André Ventura pôs tensão no momento, como que a preparar um grande final. Durante um comício como candidato presidencial, no sábado à noite em Coimbra, o líder do Chega disse no púlpito que o primeiro-ministro era “um tipo de desagradável, que acha que tem piada“, o que “torna tudo pior”. E acrescentou: “Porque com aquele ar dele…”. Antecipou depois que estava com dúvidas sobre o que ia dizer a seguir (“não quero dizer nada que me arrependa amanhã”). Mas após o suspense — que utiliza muitas vezes para captar a atenção do discurso — lá acabou por dizer já com a sala em êxtase: “Com aquele ar de pai Natal indiano.”

André Ventura tentou amenizar o ataque, dizendo que não o afirmava com “más intenções”. Além disso, tentou, logo de seguida, antecipar as críticas que já sabia que o que acabara de dizer iria provocar: “Amanhã [vamos ler]: ‘Racismo no Chega’. Agora temos a prova, vão dizer eles“.

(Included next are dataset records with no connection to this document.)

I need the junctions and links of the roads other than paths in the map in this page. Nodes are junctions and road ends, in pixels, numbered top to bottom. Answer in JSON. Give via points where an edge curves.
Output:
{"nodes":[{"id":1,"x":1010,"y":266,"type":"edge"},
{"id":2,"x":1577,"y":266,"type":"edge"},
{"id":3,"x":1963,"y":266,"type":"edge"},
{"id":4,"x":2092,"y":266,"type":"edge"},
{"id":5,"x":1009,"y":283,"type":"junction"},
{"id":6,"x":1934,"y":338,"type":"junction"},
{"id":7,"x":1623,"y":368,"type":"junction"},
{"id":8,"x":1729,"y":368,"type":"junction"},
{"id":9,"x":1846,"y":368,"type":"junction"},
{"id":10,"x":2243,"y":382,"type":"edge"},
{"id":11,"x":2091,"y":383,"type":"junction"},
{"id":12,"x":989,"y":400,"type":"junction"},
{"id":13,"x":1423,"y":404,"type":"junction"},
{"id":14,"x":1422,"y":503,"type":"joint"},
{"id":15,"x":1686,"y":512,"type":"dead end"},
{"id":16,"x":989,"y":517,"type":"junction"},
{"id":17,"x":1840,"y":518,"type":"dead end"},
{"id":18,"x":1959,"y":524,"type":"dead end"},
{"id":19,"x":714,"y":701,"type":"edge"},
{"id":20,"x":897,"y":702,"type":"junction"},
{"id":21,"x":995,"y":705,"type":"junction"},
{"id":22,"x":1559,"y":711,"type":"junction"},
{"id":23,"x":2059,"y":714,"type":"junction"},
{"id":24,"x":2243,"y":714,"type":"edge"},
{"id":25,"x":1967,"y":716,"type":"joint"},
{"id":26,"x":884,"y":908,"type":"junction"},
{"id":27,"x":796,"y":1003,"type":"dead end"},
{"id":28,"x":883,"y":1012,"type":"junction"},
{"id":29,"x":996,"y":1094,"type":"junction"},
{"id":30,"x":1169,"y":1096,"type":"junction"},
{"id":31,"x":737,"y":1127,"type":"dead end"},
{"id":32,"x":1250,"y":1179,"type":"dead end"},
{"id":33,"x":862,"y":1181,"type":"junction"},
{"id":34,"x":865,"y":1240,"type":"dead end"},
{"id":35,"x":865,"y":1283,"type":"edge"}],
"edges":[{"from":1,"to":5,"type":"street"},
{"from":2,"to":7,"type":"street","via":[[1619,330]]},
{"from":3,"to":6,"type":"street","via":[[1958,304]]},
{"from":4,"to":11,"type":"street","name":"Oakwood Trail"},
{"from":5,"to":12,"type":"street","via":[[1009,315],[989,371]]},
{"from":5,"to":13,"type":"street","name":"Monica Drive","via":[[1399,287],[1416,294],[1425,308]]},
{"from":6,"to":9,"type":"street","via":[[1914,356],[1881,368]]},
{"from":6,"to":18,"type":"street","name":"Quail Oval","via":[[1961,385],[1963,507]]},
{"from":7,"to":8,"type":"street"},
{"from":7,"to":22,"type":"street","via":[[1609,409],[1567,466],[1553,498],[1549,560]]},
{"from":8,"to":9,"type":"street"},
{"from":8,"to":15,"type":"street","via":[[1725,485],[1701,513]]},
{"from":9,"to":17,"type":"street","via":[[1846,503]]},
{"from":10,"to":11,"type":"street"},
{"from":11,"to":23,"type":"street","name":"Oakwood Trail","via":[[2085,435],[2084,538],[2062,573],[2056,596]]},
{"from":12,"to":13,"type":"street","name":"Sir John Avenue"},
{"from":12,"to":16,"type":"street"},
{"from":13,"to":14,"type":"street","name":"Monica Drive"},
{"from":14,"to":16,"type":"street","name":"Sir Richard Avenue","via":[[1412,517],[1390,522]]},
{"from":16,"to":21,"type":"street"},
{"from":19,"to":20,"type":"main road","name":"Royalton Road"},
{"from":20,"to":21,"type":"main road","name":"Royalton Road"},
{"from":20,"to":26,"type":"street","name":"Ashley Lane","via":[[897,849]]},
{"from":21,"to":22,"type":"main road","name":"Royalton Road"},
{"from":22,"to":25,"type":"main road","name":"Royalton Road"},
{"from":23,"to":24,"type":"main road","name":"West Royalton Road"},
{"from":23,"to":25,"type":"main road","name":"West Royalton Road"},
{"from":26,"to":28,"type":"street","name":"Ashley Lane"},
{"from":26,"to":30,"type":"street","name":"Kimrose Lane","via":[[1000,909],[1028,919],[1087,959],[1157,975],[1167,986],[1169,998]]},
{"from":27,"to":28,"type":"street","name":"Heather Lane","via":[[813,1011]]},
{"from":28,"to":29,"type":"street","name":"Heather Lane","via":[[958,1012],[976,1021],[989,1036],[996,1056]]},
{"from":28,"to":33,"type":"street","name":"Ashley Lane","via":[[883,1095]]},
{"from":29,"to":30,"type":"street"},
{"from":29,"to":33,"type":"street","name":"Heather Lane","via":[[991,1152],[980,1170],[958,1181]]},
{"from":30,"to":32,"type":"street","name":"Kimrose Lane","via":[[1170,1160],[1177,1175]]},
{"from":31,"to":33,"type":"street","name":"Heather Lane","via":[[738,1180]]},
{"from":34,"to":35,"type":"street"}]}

António Costa tem ascendência goesa. O seu pai, o escritor Orlando Costa, embora tenha nascido em Maputo (Moçambique) é filho de um goês católico. O primeiro-ministro é, como já escreveu o Público, descendente de goeses brâmanes católicos.

No mesmo evento, André Ventura antecipou que fará uma “nova manifestação” no próximo domingo, desta vez “contra a podridão e a pedofilia”. O líder do Chega diz que vai sair à rua para pedir a “castração química de pedófilos” e para enviar os “pedófilos para a prisão”.

Ventura fez várias referências ao processo Casa Pia e disse que Paulo Pedroso foi “ilibado pelos tribunais da forma como sabemos”. André Ventura disse ainda ser uma “vergonha” Ana Gomes ter anunciado “como seu coordenador de campanha, Paulo Pedroso”. O líder do Chega disse ainda que, do que depender dele, “os Paulos Pedrosos desta vida não passarão na vida política portuguesa”, acusando o antigo ministro de representar “o pior que a política portuguesa tem: a ligação aos lóbis socialistas” e “as influências que fez o PS mover no chamado processo Casa Pia.”